If the architecture of the series ended there, I might well be a strong proponent of it; but that’s only the beginning. The story is locally framed as a struggle between the Templars, who seek to achieve peace through total control of the world, and the Assassins, who seek to achieve peace through individual freedom. All well and good, but also all at the mercy of a First Civilization that created the human race, developed technology to communicate forward in time, and eventually leads your character, Desmond, to kill his companion (Lucy) and himself.
In one way this is a very unfair gloss of what is actually a surprisingly rich mythos, and in another way it’s uncomfortably fair. First, we should take a moment to unpack the mythos a little: in the distant past, the First Civilization essentially developed humans as slaves, and were almost wiped out by them in an ensuing war; later, as a threat of apocalypse by solar flare loomed, the First Civilization developed artifacts and technologies to interact with the underlying patterns of the universe, and to look into the future, by which means they are able to communicate with Desmond and his ancestors.

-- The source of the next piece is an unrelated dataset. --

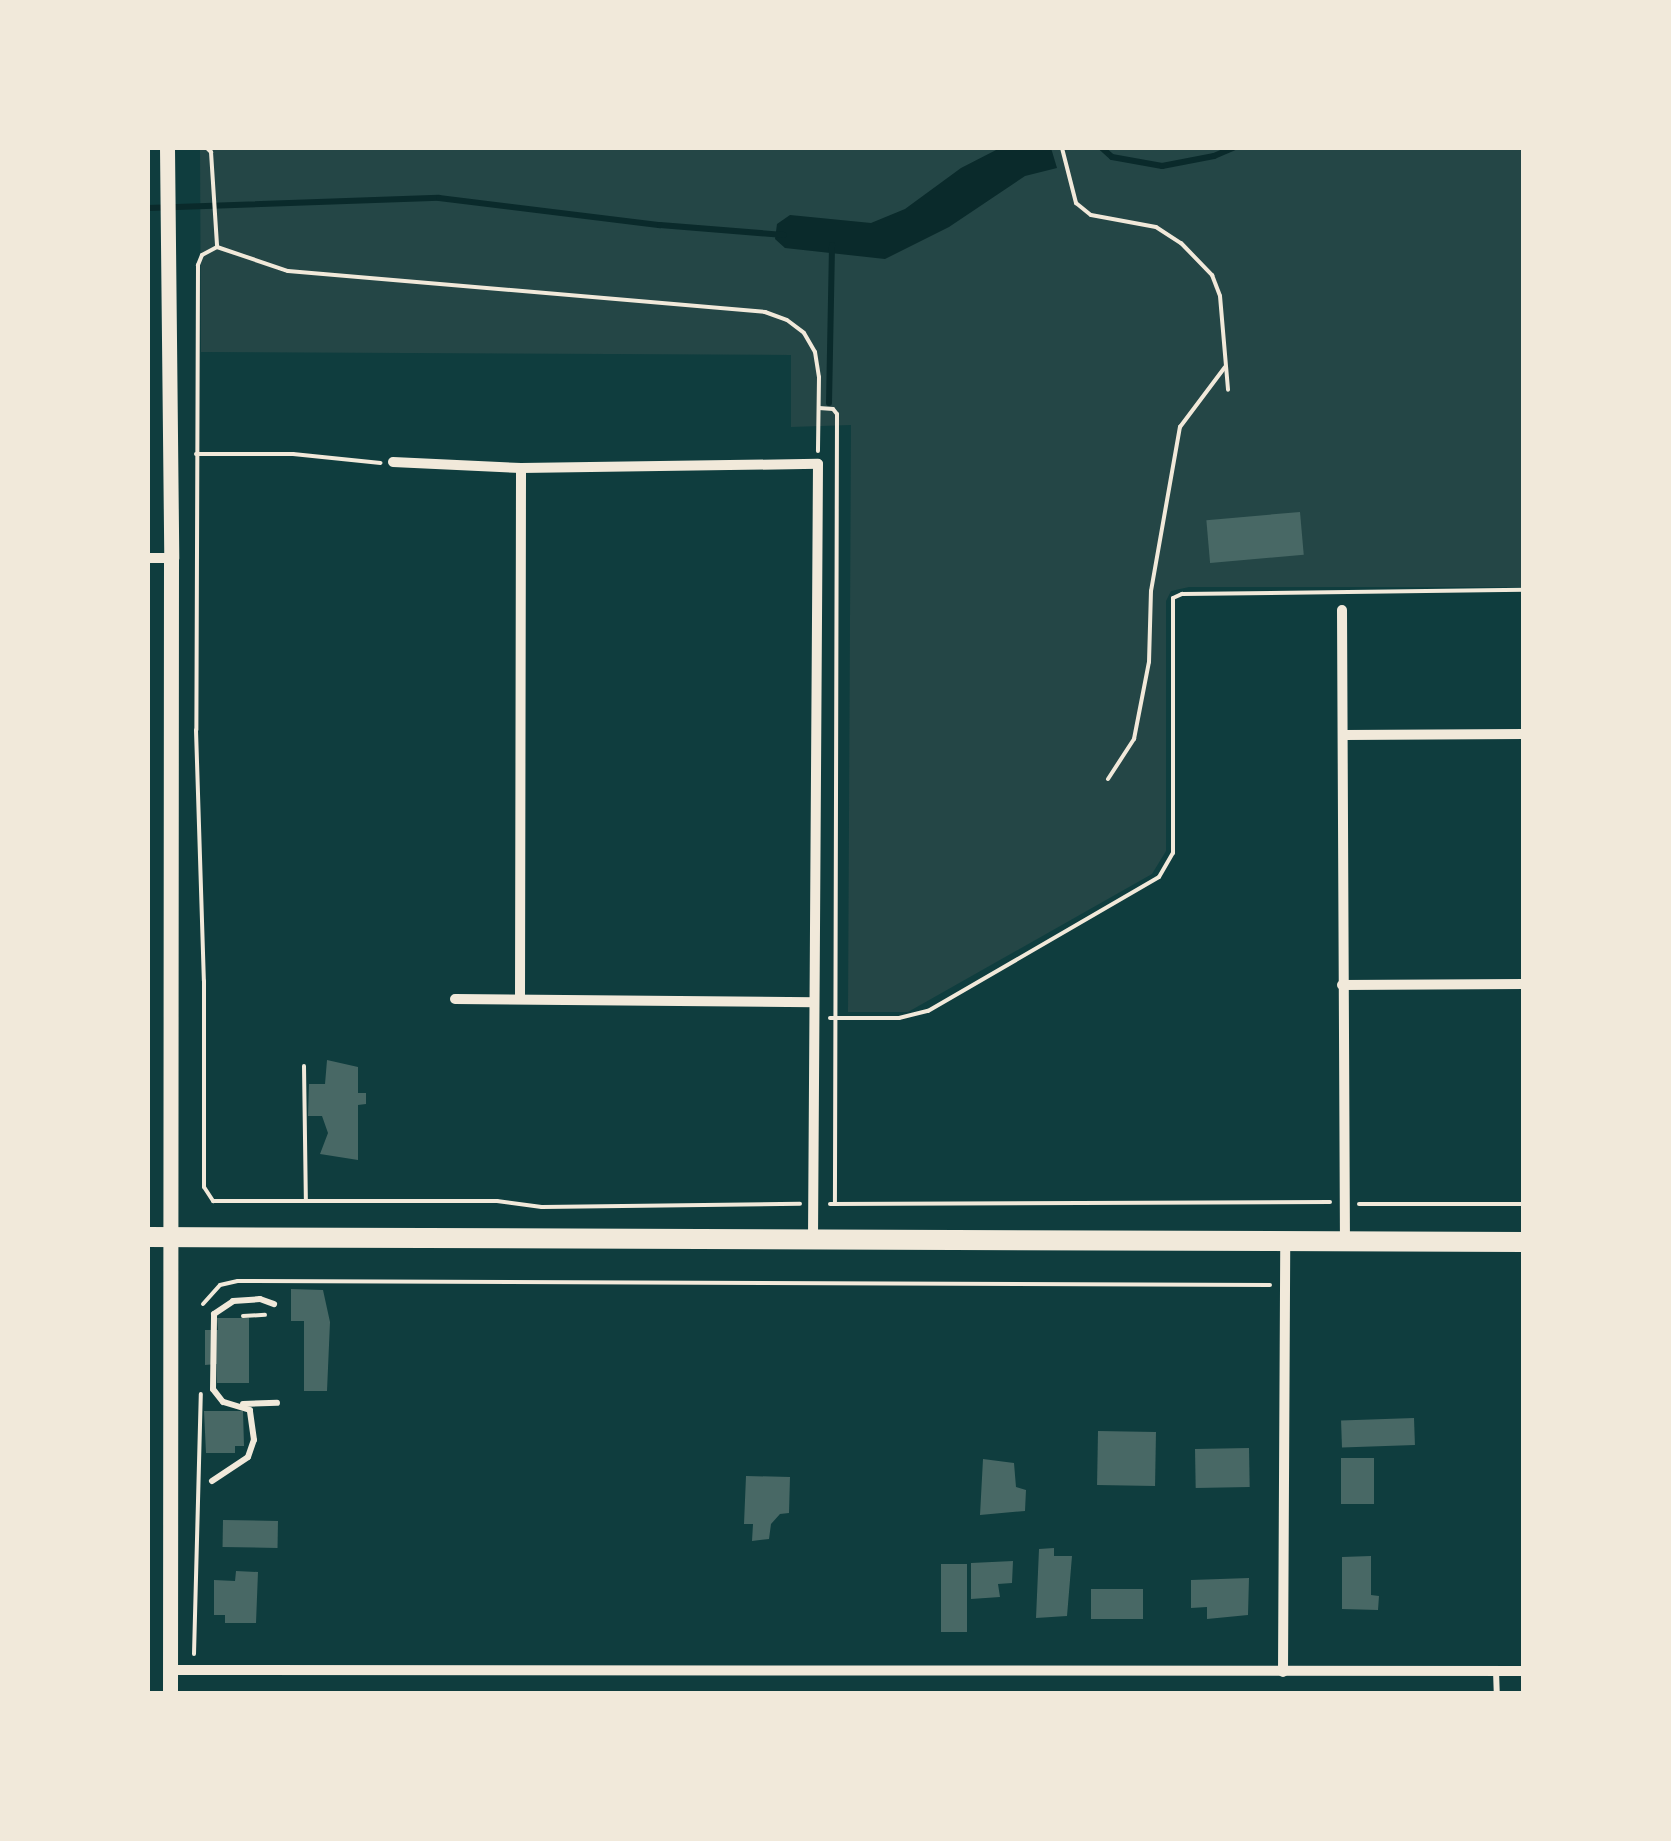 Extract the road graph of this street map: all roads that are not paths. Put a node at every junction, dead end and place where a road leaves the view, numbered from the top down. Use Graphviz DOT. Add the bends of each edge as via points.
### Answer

In 2012, another solar flare is threatening the world, and the First Civilization aims to prevent that threat, but internal discord between two of its members — namely, Minerva and Juno (above, pictured arguing in front of Desmond) — lead to Juno trying to manipulate technology to take over the world on her own. Imprisoned for this conspiracy, she conspires to have Desmond release her by using a technological device that kills him, but protects the earth from the solar flare — and also liberates Minerva.

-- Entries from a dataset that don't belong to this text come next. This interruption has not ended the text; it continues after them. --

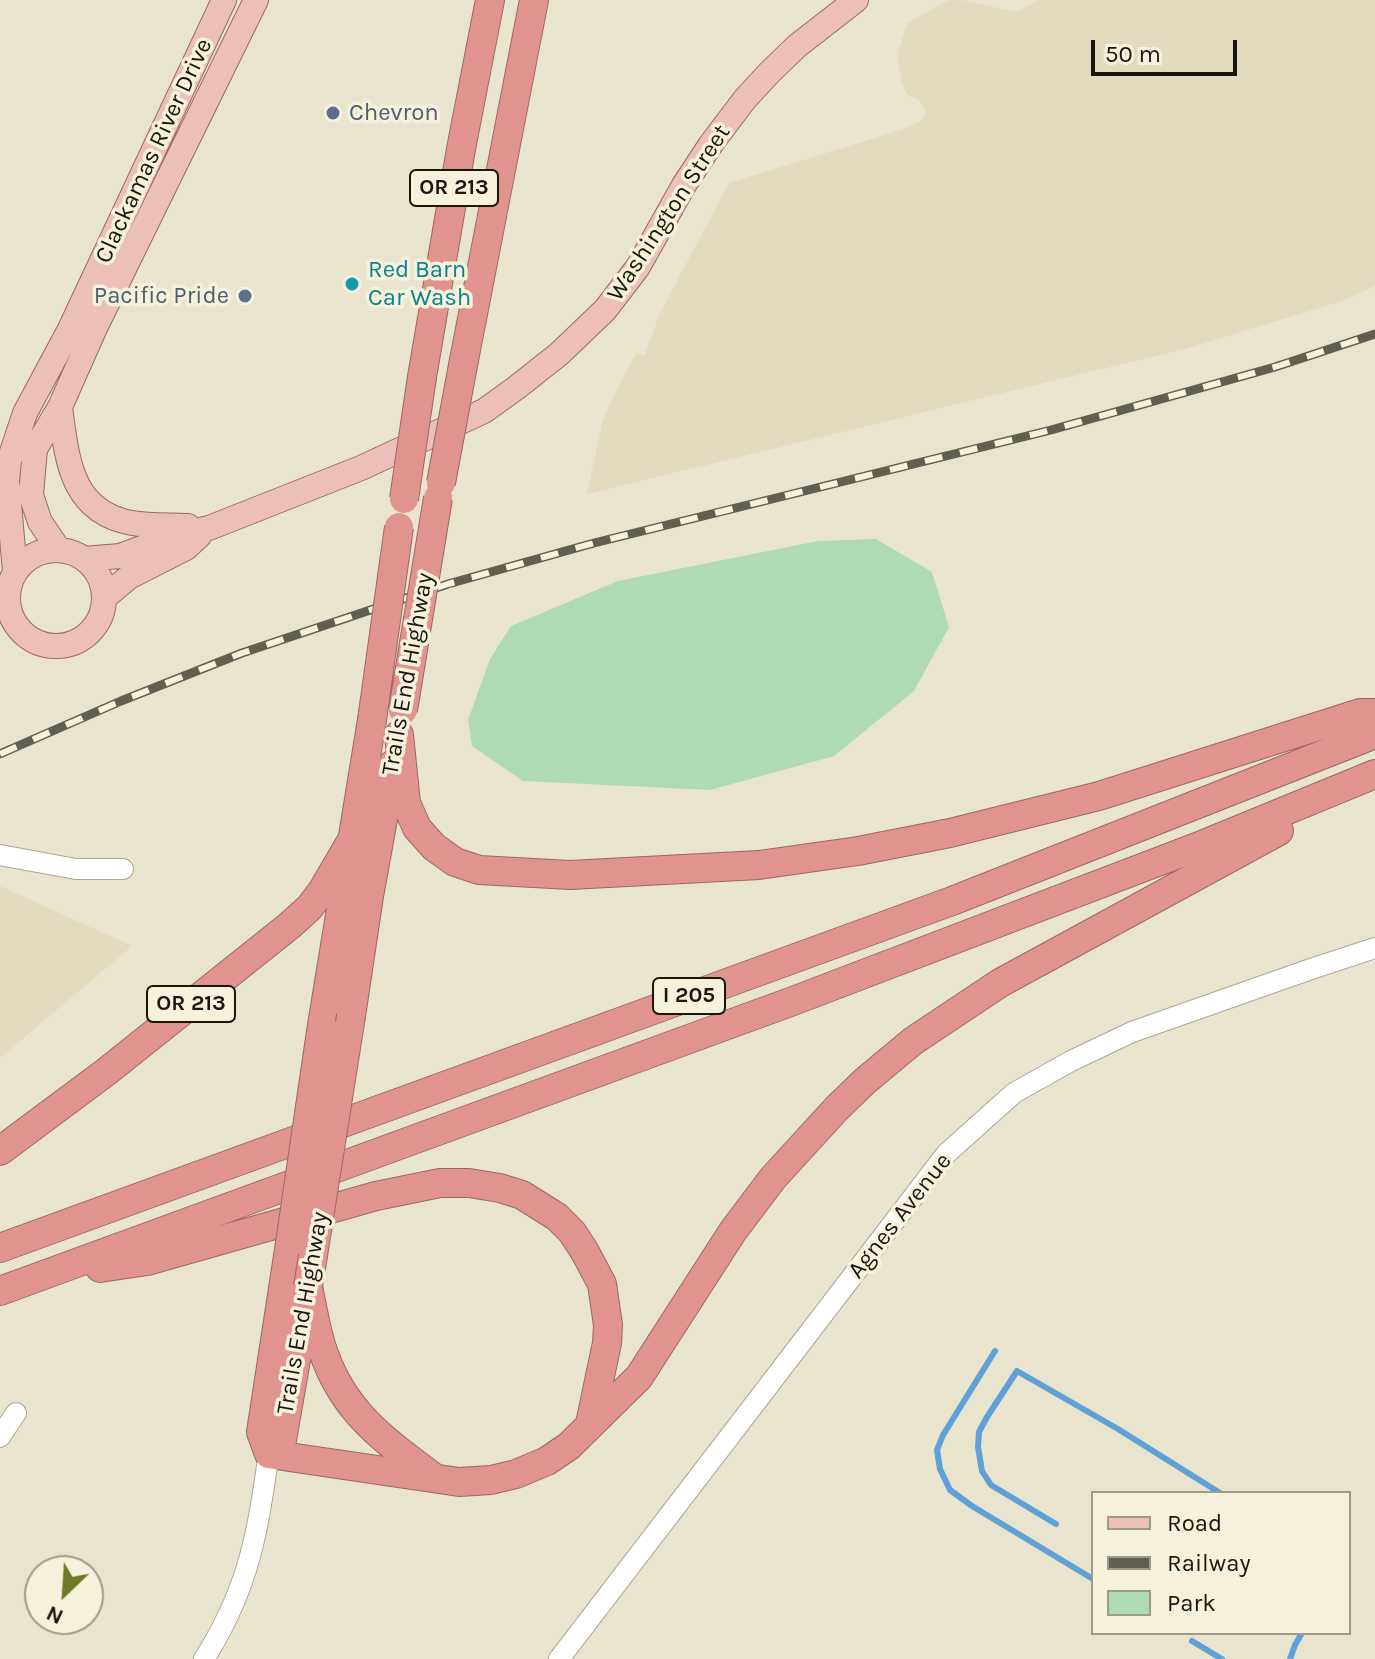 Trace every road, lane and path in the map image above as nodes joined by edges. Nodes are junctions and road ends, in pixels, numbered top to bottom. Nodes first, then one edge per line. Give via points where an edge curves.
1 (224, 0) edge
2 (256, 0) edge
3 (490, 0) edge
4 (534, 0) edge
5 (856, 0) edge
6 (60, 407) junction
7 (209, 528) junction
8 (59, 550) junction
9 (84, 559) junction
10 (7, 588) edge
11 (105, 597) junction
12 (27, 638) junction
13 (0, 639) edge
14 (1375, 713) edge
15 (401, 722) junction
16 (1375, 734) edge
17 (1375, 776) edge
18 (353, 838) junction
19 (0, 855) edge
20 (123, 869) dead end
21 (1375, 948) edge
22 (0, 1151) edge
23 (0, 1248) edge
24 (36, 1279) junction
25 (0, 1291) edge
26 (295, 1292) junction
27 (16, 1413) dead end
28 (590, 1424) junction
29 (0, 1437) edge
30 (269, 1454) junction
31 (435, 1479) junction
32 (204, 1659) edge
33 (559, 1659) edge

1 - 10 main road, Clackamas River Drive via 69,331 25,413 9,461
2 - 6 main road, Clackamas River Drive
3 - 18 highway, Trails End Highway / OR 213, bridge via 422,377
4 - 15 highway, Trails End Highway / OR 213, bridge
5 - 7 main road, Washington Street via 797,46 745,99 684,185 638,267 605,310 559,354 484,411 361,468
6 - 7 main road via 71,472 101,512 131,523
6 - 8 main road, Clackamas River Drive via 35,449 31,495 40,522
7 - 9 main road, Washington Street via 120,556
7 - 11 main road, Washington Street
8 - 9 main road
8 - 10 main road via 23,562
9 - 11 main road via 95,569
10 - 12 main road, Clackamas River Drive via 11,618
11 - 12 main road via 96,626 85,637 56,647
12 - 13 main road
14 - 15 highway via 1360,713 1099,796 950,833 759,865 570,875 479,870 434,847 417,828 406,803
15 - 26 highway, Trails End Highway / OR 213, bridge via 351,1016
16 - 23 highway, I 205 via 952,901
17 - 24 highway, I 205 via 793,1001
17 - 28 highway via 1000,983 913,1041 826,1119 773,1178 639,1377
18 - 22 highway, OR 213 via 302,915
18 - 26 highway, Trails End Highway, bridge via 322,1025
19 - 20 street via 76,869
21 - 33 street, Agnes Avenue via 1132,1032 1014,1093 990,1113 946,1154
24 - 25 highway, I 205
24 - 28 highway via 147,1261 440,1183 500,1188 557,1217 572,1232 602,1284 607,1343
26 - 30 highway, Trails End Highway via 282,1440
26 - 31 highway, OR 213 via 347,1401 376,1434
27 - 29 street
28 - 31 highway via 547,1461 516,1474 459,1482
30 - 31 highway
30 - 32 street via 247,1567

To clarify, I would not take particular issue with a such a story, as stated, as its own entity — complex timelines and world structures, as frequent readers might have guessed, are a few of my favorite things. The crux of the problem, and the reason why I think my previous gloss was “uncomfortably fair,” is that the experience of Assassin’s Creed is rendered out-of-joint by the imposition of an enormous, even transcendental narrative on top of a tidy, interesting story of a cross-time power struggle between Templars and Assassins. The series begins with an emphasis on the Animus, with Desmond encountering his ancestor and slowly uncovering the depth and breadth of the Templar/Assassin conflict; through the vicarious experiences of his ancestors, he is made to understand his lineage, and stake a position in the war of freedom versus control.
Yet little by little, the alien seeps into the narrative: an Apple of Eden (above) with incomprehensible, seemingly magical powers is uncovered at the end of the first game; Minerva arrives; ultimately, Juno appears and the course of events becomes subsumed by an alien struggle which at times registers at times like a soap opera. Juno’s husband was ultimately killed in an experimental solution to preventing the apocalypse, so she wants to take over the world; “Assassin’s Creed III,” a game whose meta-game chronicles a vast, impressive journey through the revolutionary war by a Native American, concludes with an argument between Minerva and Juno, leading to Desmond killing himself in the hopes of saving humanity. Juno is freed, and ominously says that it is time for her to play her part.
What makes me look upon this is narratologically annoying is baked into the concept of the alien: by its nature, the alien is out of place, mystified, and somewhat out-of-joint. Suddenly, the alien instead subsumes a series whose conceit was the human struggle and exploration of identity across time and lineage. This is messy, and leaves the player questioning what their stake is in the world of the game.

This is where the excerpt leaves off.